It’s no secret – the Long-Term Care Insurance market took a big hit when people started actually using the insurance. Between underpriced policies, lapse rate assumptions that were miscalculated, and the general increase for the need for Long-Term Care planning – the carriers got punched in the gut. While there has been some negative press in the last 10 years, the market has finally stabilized. Why? The carriers have finally figured out how people use the product! With the population getting older, and living longer – the need for care has increased. In this article from the Wall Street Journal, they talk about some of the innovative new products that have come out in recent years, and how they might appeal to someone who previously wasn’t considered a target market; individuals that want to protect their estates. The industry is starting to figure out new ways to make LTC benefits meaningful, but also sustainable.
There is one word that simply defines it; Hybrid. Hybrid policies can do two things – they are Life Insurance contacts with Long-Term Care components attached to them. But what does that mean?

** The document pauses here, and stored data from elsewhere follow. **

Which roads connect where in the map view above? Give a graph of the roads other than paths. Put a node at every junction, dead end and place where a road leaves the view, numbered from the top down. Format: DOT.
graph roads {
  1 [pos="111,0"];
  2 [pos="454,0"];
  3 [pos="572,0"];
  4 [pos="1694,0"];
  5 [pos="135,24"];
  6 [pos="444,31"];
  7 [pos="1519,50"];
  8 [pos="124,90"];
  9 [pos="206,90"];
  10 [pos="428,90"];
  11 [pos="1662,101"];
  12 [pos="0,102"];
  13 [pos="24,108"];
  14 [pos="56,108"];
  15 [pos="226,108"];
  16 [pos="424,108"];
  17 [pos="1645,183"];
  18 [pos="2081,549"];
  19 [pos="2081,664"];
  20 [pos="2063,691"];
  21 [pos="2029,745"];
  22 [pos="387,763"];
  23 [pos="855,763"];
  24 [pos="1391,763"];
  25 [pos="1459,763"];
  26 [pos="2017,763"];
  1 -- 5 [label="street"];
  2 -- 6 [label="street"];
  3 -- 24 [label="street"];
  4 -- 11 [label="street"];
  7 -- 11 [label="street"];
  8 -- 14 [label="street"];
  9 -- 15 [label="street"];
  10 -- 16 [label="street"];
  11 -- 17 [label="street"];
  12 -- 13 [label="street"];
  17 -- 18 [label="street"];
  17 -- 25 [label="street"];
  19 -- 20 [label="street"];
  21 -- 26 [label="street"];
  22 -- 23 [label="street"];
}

If you need extra life insurance, you’ve got it; but if you happen to need Long-Term Care at some point, you can use or “accelerate” the death benefit of your policy to pay for LTC services. The idea is that a benefit will always pay to the insured. The insured could potentially use all or just some of their benefit for LTC services. The life with LTC benefits policies include Term Life, Universal Life, and Whole Life structuring. Each type of life policy has their own opportunities, pricing structures, and LTC benefit amounts – long story short is that benefits can be tailored to fit many different budgets. Plus, if the program is offered through an employer, Guaranteed Issue is available – something the traditional Long-Term Care marketplace hasn’t seen for quite some time.
Estate planning is an interesting way to look at Hybrid policies… With American's living longer than in previous generations, individuals are planning healthcare costs during their retirement years. A long-term care event is very expensive with the national average for care between $47,934 - $97,455 annually (depending on the care received). I have personally seen the financial constraints of a LTC event within my own family. Just to pay for care, my family had to sell the house my grandfather grew up in and raised his family in. The money gained from the sale of his house was only enough to pay for a few years in a retirement home. However, if he had a Hybrid Policy, it would have helped to pay for his long-term care until any remaining benefits would have paid to a beneficiary.
Who does it?
In the group/employer space, we’ve seen growing popularity with younger buyers. A younger buyer may not have the capital for a Whole Life Policy, but may have also had a recent family event with LTC. A Permanent Term life program, like the one that Chubb offers, allows for individuals to buy Term Insurance with LTC benefits which is much more affordable than Whole Life. That, coupled with the potential for Guarantee Issue leaves a large opportunity for many individuals to get some kind of benefit – whether it’s in the form of LTC or Life Insurance.